[EXERCISE AIM] Scan the records for the string "roads", then copy each line that has it.

[Stored data entries]
== == ==

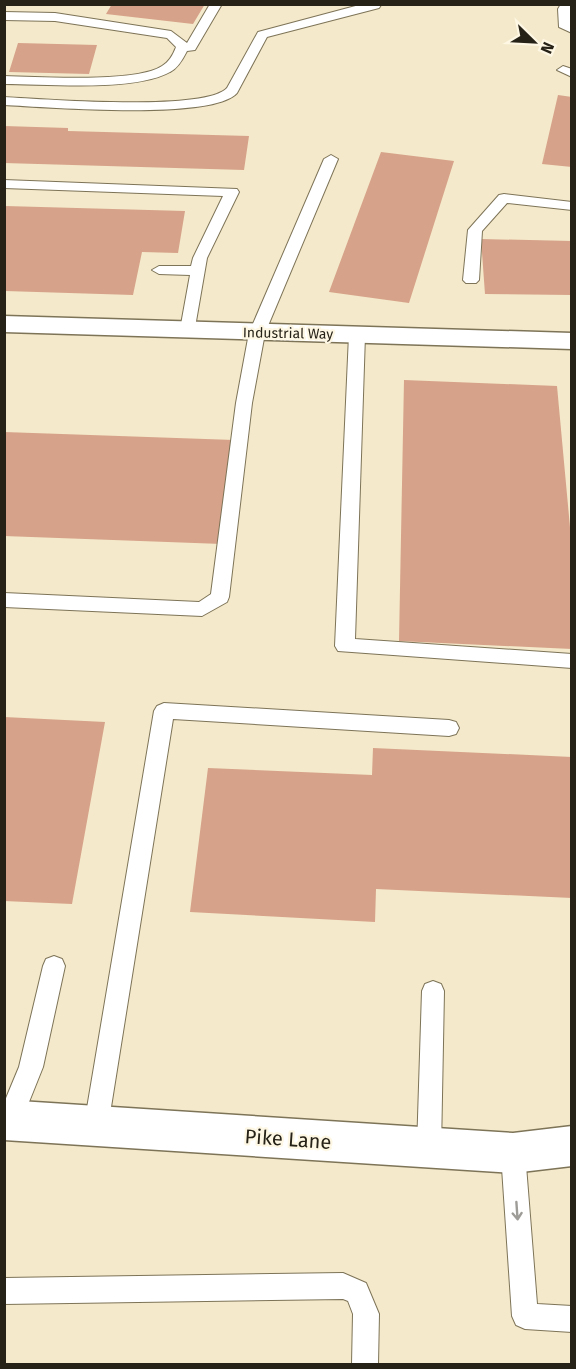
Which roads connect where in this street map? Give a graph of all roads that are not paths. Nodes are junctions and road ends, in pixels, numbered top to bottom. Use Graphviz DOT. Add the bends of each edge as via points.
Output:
graph roads {
  1 [pos="64,4"];
  2 [pos="216,4"];
  3 [pos="567,4"];
  4 [pos="375,5"];
  5 [pos="4,16"];
  6 [pos="55,17"];
  7 [pos="572,29"];
  8 [pos="182,47"];
  9 [pos="4,80"];
  10 [pos="4,101"];
  11 [pos="331,159"];
  12 [pos="4,184"];
  13 [pos="572,206"];
  14 [pos="159,270"];
  15 [pos="198,271"];
  16 [pos="471,280"];
  17 [pos="4,324"];
  18 [pos="188,330"];
  19 [pos="257,333"];
  20 [pos="357,334"];
  21 [pos="572,341"];
  22 [pos="4,600"];
  23 [pos="572,661"];
  24 [pos="448,728"];
  25 [pos="54,966"];
  26 [pos="433,991"];
  27 [pos="6,1125"];
  28 [pos="96,1126"];
  29 [pos="572,1146"];
  30 [pos="429,1149"];
  31 [pos="513,1153"];
  32 [pos="4,1291"];
  33 [pos="572,1319"];
  34 [pos="365,1365"];
  1 -- 6 [label="lane"];
  2 -- 8 [label="lane" via="191,47"];
  3 -- 7 [label="lane" via="565,27"];
  4 -- 10 [label="lane" via="262,35 231,93 219,101 148,105"];
  5 -- 6 [label="lane"];
  6 -- 8 [label="lane" via="171,35"];
  8 -- 9 [label="lane" via="178,59 165,70 142,78"];
  11 -- 19 [label="lane"];
  12 -- 15 [label="lane" via="232,192 200,258"];
  13 -- 16 [label="lane" via="504,198 475,230"];
  14 -- 15 [label="lane"];
  15 -- 18 [label="lane"];
  17 -- 18 [label="street, Industrial Way"];
  18 -- 19 [label="street, Industrial Way"];
  19 -- 20 [label="street, Industrial Way"];
  19 -- 22 [label="lane" via="244,404 220,597 202,609"];
  20 -- 21 [label="street, Industrial Way"];
  20 -- 23 [label="lane" via="345,646"];
  24 -- 28 [label="lane" via="164,711"];
  25 -- 27 [label="lane" via="31,1067"];
  26 -- 30 [label="lane"];
  27 -- 28 [label="street, Pike Lane"];
  28 -- 30 [label="street, Pike Lane"];
  29 -- 31 [label="street, Pike Lane"];
  30 -- 31 [label="street, Pike Lane"];
  31 -- 33 [label="lane, one-way" via="525,1316"];
  32 -- 34 [label="lane" via="343,1286 357,1292 366,1314"];
}
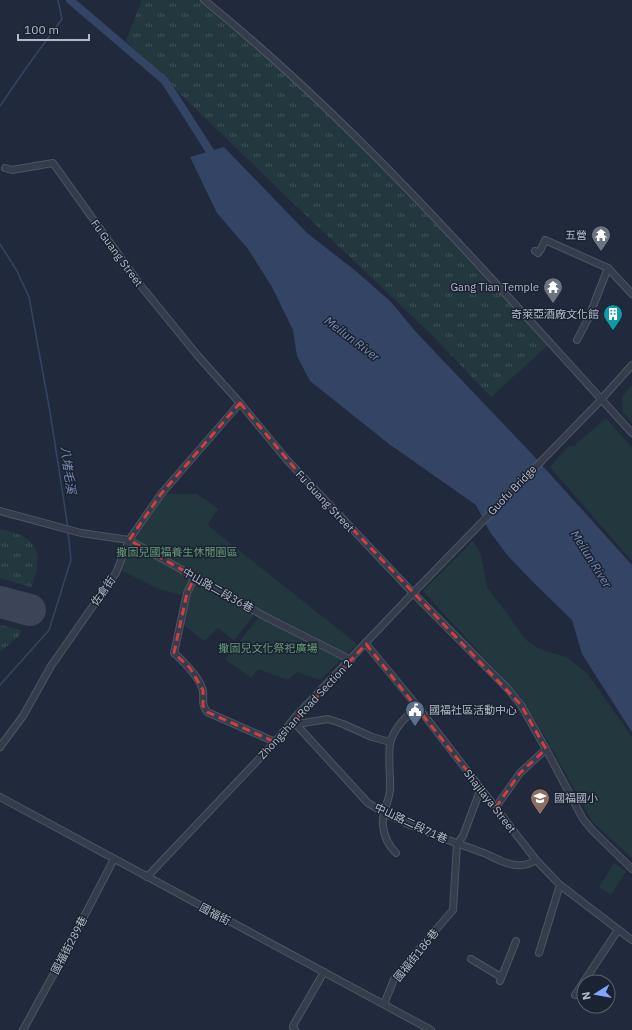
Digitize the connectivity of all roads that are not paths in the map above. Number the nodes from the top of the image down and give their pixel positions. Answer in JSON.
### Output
{"nodes":[{"id":1,"x":204,"y":0,"type":"edge"},
{"id":2,"x":5,"y":168,"type":"dead end"},
{"id":3,"x":535,"y":251,"type":"dead end"},
{"id":4,"x":608,"y":268,"type":"junction"},
{"id":5,"x":632,"y":294,"type":"edge"},
{"id":6,"x":578,"y":340,"type":"dead end"},
{"id":7,"x":632,"y":365,"type":"edge"},
{"id":8,"x":601,"y":399,"type":"junction"},
{"id":9,"x":240,"y":402,"type":"junction"},
{"id":10,"x":632,"y":433,"type":"edge"},
{"id":11,"x":0,"y":511,"type":"edge"},
{"id":12,"x":129,"y":540,"type":"junction"},
{"id":13,"x":463,"y":541,"type":"joint"},
{"id":14,"x":195,"y":577,"type":"junction"},
{"id":15,"x":413,"y":593,"type":"junction"},
{"id":16,"x":366,"y":644,"type":"junction"},
{"id":17,"x":351,"y":660,"type":"junction"},
{"id":18,"x":418,"y":707,"type":"junction"},
{"id":19,"x":295,"y":722,"type":"junction"},
{"id":20,"x":275,"y":742,"type":"junction"},
{"id":21,"x":390,"y":742,"type":"junction"},
{"id":22,"x":0,"y":747,"type":"edge"},
{"id":23,"x":546,"y":748,"type":"junction"},
{"id":24,"x":481,"y":788,"type":"junction"},
{"id":25,"x":0,"y":797,"type":"edge"},
{"id":26,"x":496,"y":807,"type":"junction"},
{"id":27,"x":383,"y":812,"type":"junction"},
{"id":28,"x":457,"y":844,"type":"junction"},
{"id":29,"x":396,"y":853,"type":"dead end"},
{"id":30,"x":114,"y":859,"type":"junction"},
{"id":31,"x":536,"y":860,"type":"junction"},
{"id":32,"x":632,"y":869,"type":"edge"},
{"id":33,"x":147,"y":877,"type":"junction"},
{"id":34,"x":560,"y":885,"type":"junction"},
{"id":35,"x":618,"y":930,"type":"junction"},
{"id":36,"x":632,"y":940,"type":"edge"},
{"id":37,"x":516,"y":941,"type":"dead end"},
{"id":38,"x":539,"y":953,"type":"dead end"},
{"id":39,"x":471,"y":959,"type":"dead end"},
{"id":40,"x":324,"y":972,"type":"junction"},
{"id":41,"x":575,"y":995,"type":"dead end"},
{"id":42,"x":384,"y":1004,"type":"junction"},
{"id":43,"x":24,"y":1030,"type":"edge"},
{"id":44,"x":295,"y":1030,"type":"edge"},
{"id":45,"x":431,"y":1030,"type":"edge"}],
"edges":[{"from":1,"to":8,"type":"street"},
{"from":2,"to":9,"type":"street","name":"Fu Guang Street"},
{"from":3,"to":4,"type":"street"},
{"from":4,"to":5,"type":"street"},
{"from":4,"to":6,"type":"street"},
{"from":7,"to":8,"type":"street","name":"Guofu Bridge"},
{"from":8,"to":10,"type":"street"},
{"from":8,"to":13,"type":"street","name":"Guofu Bridge"},
{"from":9,"to":12,"type":"street","name":"佐倉街"},
{"from":9,"to":15,"type":"street","name":"Fu Guang Street"},
{"from":11,"to":12,"type":"street","name":"中山路二段36巷"},
{"from":12,"to":14,"type":"street","name":"中山路二段36巷"},
{"from":12,"to":22,"type":"street","name":"佐倉街"},
{"from":13,"to":15,"type":"street","name":"Zhongshan Road Section 2"},
{"from":14,"to":17,"type":"street","name":"中山路二段36巷"},
{"from":14,"to":20,"type":"street"},
{"from":15,"to":16,"type":"street","name":"Zhongshan Road Section 2"},
{"from":15,"to":23,"type":"street","name":"Fu Guang Street"},
{"from":16,"to":17,"type":"street","name":"Zhongshan Road Section 2"},
{"from":16,"to":18,"type":"street","name":"Shajilaya Street"},
{"from":17,"to":19,"type":"street","name":"Zhongshan Road Section 2"},
{"from":18,"to":21,"type":"street"},
{"from":18,"to":24,"type":"street","name":"Shajilaya Street"},
{"from":19,"to":20,"type":"street","name":"Zhongshan Road Section 2"},
{"from":19,"to":21,"type":"street"},
{"from":19,"to":27,"type":"street","name":"中山路二段71巷"},
{"from":20,"to":33,"type":"street","name":"Zhongshan Road Section 2"},
{"from":21,"to":27,"type":"street"},
{"from":23,"to":26,"type":"street"},
{"from":23,"to":32,"type":"street","name":"Fu Guang Street"},
{"from":24,"to":26,"type":"street","name":"Shajilaya Street"},
{"from":24,"to":28,"type":"street"},
{"from":25,"to":30,"type":"street","name":"國福街"},
{"from":26,"to":31,"type":"street","name":"Shajilaya Street"},
{"from":27,"to":28,"type":"street","name":"中山路二段71巷"},
{"from":27,"to":29,"type":"street"},
{"from":28,"to":31,"type":"street","name":"中山路二段71巷"},
{"from":28,"to":42,"type":"street","name":"國福街186巷"},
{"from":30,"to":33,"type":"street","name":"國福街"},
{"from":30,"to":43,"type":"street","name":"國福街289巷"},
{"from":31,"to":34,"type":"street","name":"Shajilaya Street"},
{"from":33,"to":40,"type":"street","name":"國福街"},
{"from":34,"to":35,"type":"street","name":"Shajilaya Street"},
{"from":34,"to":38,"type":"street"},
{"from":35,"to":36,"type":"street","name":"Shajilaya Street"},
{"from":35,"to":41,"type":"street"},
{"from":37,"to":39,"type":"street"},
{"from":40,"to":42,"type":"street","name":"國福街"},
{"from":40,"to":44,"type":"street"},
{"from":42,"to":45,"type":"street","name":"國福街"}]}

== == ==

[COMPLETED TASK]
Which roads connect where in this street map? Give a graph of all roads that are not paths. Nodes are junctions and road ends, in pixels, numbered top to bottom. Use Graphviz DOT. Add the bends of each edge as via points.
graph roads {
Digitize the connectivity of all roads that are not paths in the map above. Number the nodes from the top of the image down and give their pixel positions. Answer in JSON.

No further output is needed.